EXERCISE INSTRUCTIONS: Retyping each entry exactly is the whole task.

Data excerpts
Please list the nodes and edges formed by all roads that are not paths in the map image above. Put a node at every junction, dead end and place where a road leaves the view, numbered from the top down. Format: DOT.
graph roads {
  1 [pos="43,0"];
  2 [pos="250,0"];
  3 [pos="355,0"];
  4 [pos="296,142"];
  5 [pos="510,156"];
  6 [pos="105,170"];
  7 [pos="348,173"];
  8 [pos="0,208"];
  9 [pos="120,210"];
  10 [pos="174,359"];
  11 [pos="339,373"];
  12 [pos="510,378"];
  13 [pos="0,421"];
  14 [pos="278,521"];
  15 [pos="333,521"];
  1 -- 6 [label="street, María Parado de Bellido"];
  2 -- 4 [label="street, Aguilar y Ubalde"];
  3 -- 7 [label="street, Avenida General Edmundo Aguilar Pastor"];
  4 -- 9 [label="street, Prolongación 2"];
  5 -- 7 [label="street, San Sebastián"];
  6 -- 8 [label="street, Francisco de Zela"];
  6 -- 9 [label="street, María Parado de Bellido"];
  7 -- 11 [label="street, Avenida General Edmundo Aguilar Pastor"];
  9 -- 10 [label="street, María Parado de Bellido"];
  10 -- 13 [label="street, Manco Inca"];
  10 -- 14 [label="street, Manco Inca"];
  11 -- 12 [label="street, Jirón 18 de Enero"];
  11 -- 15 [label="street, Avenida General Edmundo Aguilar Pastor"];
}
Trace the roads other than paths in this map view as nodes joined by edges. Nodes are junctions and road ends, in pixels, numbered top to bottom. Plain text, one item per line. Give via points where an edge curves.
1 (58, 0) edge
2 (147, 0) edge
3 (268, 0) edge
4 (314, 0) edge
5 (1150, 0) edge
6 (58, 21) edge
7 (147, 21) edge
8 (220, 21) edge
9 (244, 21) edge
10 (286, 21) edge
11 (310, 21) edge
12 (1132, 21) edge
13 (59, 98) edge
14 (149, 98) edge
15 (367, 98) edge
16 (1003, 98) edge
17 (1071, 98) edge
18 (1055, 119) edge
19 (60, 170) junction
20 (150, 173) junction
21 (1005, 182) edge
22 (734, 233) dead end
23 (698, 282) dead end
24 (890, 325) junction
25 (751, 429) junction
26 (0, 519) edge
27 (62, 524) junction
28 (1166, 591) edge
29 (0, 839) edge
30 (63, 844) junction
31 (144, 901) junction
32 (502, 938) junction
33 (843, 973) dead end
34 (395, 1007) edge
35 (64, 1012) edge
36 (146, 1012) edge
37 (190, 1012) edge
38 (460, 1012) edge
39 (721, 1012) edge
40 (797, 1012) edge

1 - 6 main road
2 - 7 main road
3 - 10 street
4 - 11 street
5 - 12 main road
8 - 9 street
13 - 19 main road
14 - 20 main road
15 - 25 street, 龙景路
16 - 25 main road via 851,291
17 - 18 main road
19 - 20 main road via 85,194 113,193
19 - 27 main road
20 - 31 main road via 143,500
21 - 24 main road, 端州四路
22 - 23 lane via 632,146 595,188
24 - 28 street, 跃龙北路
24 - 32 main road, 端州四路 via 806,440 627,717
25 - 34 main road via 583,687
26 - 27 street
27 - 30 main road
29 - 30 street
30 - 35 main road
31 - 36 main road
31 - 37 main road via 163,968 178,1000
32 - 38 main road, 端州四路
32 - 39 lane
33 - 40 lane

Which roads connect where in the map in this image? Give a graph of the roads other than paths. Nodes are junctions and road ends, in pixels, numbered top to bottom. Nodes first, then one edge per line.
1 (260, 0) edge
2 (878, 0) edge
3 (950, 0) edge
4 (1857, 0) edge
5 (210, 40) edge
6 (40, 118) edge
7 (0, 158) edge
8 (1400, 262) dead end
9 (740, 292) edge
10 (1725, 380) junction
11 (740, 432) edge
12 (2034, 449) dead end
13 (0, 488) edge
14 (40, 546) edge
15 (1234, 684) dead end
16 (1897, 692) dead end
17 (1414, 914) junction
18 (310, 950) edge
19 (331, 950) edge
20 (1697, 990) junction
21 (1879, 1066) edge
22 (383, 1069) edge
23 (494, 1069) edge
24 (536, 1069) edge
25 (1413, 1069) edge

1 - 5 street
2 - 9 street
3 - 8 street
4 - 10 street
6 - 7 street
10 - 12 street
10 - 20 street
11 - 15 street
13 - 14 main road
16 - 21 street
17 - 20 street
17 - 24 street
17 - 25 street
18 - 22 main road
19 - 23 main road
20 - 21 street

REPLY:
Please list the nodes and edges formed by all roads that are not paths in the map image above. Put a node at every junction, dead end and place where a road leaves the view, numbered from the top down. Format: DOT.
graph roads {
  1 [pos="43,0"];
  2 [pos="250,0"];
  3 [pos="355,0"];
  4 [pos="296,142"];
  5 [pos="510,156"];
  6 [pos="105,170"];
  7 [pos="348,173"];
  8 [pos="0,208"];
  9 [pos="120,210"];
  10 [pos="174,359"];
  11 [pos="339,373"];
  12 [pos="510,378"];
  13 [pos="0,421"];
  14 [pos="278,521"];
  15 [pos="333,521"];
  1 -- 6 [label="street, María Parado de Bellido"];
  2 -- 4 [label="street, Aguilar y Ubalde"];
  3 -- 7 [label="street, Avenida General Edmundo Aguilar Pastor"];
  4 -- 9 [label="street, Prolongación 2"];
  5 -- 7 [label="street, San Sebastián"];
  6 -- 8 [label="street, Francisco de Zela"];
  6 -- 9 [label="street, María Parado de Bellido"];
  7 -- 11 [label="street, Avenida General Edmundo Aguilar Pastor"];
  9 -- 10 [label="street, María Parado de Bellido"];
  10 -- 13 [label="street, Manco Inca"];
  10 -- 14 [label="street, Manco Inca"];
  11 -- 12 [label="street, Jirón 18 de Enero"];
  11 -- 15 [label="street, Avenida General Edmundo Aguilar Pastor"];
}
Trace the roads other than paths in this map view as nodes joined by edges. Nodes are junctions and road ends, in pixels, numbered top to bottom. Plain text, one item per line. Give via points where an edge curves.
1 (58, 0) edge
2 (147, 0) edge
3 (268, 0) edge
4 (314, 0) edge
5 (1150, 0) edge
6 (58, 21) edge
7 (147, 21) edge
8 (220, 21) edge
9 (244, 21) edge
10 (286, 21) edge
11 (310, 21) edge
12 (1132, 21) edge
13 (59, 98) edge
14 (149, 98) edge
15 (367, 98) edge
16 (1003, 98) edge
17 (1071, 98) edge
18 (1055, 119) edge
19 (60, 170) junction
20 (150, 173) junction
21 (1005, 182) edge
22 (734, 233) dead end
23 (698, 282) dead end
24 (890, 325) junction
25 (751, 429) junction
26 (0, 519) edge
27 (62, 524) junction
28 (1166, 591) edge
29 (0, 839) edge
30 (63, 844) junction
31 (144, 901) junction
32 (502, 938) junction
33 (843, 973) dead end
34 (395, 1007) edge
35 (64, 1012) edge
36 (146, 1012) edge
37 (190, 1012) edge
38 (460, 1012) edge
39 (721, 1012) edge
40 (797, 1012) edge

1 - 6 main road
2 - 7 main road
3 - 10 street
4 - 11 street
5 - 12 main road
8 - 9 street
13 - 19 main road
14 - 20 main road
15 - 25 street, 龙景路
16 - 25 main road via 851,291
17 - 18 main road
19 - 20 main road via 85,194 113,193
19 - 27 main road
20 - 31 main road via 143,500
21 - 24 main road, 端州四路
22 - 23 lane via 632,146 595,188
24 - 28 street, 跃龙北路
24 - 32 main road, 端州四路 via 806,440 627,717
25 - 34 main road via 583,687
26 - 27 street
27 - 30 main road
29 - 30 street
30 - 35 main road
31 - 36 main road
31 - 37 main road via 163,968 178,1000
32 - 38 main road, 端州四路
32 - 39 lane
33 - 40 lane

Which roads connect where in the map in this image? Give a graph of the roads other than paths. Nodes are junctions and road ends, in pixels, numbered top to bottom. Nodes first, then one edge per line.
1 (260, 0) edge
2 (878, 0) edge
3 (950, 0) edge
4 (1857, 0) edge
5 (210, 40) edge
6 (40, 118) edge
7 (0, 158) edge
8 (1400, 262) dead end
9 (740, 292) edge
10 (1725, 380) junction
11 (740, 432) edge
12 (2034, 449) dead end
13 (0, 488) edge
14 (40, 546) edge
15 (1234, 684) dead end
16 (1897, 692) dead end
17 (1414, 914) junction
18 (310, 950) edge
19 (331, 950) edge
20 (1697, 990) junction
21 (1879, 1066) edge
22 (383, 1069) edge
23 (494, 1069) edge
24 (536, 1069) edge
25 (1413, 1069) edge

1 - 5 street
2 - 9 street
3 - 8 street
4 - 10 street
6 - 7 street
10 - 12 street
10 - 20 street
11 - 15 street
13 - 14 main road
16 - 21 street
17 - 20 street
17 - 24 street
17 - 25 street
18 - 22 main road
19 - 23 main road
20 - 21 street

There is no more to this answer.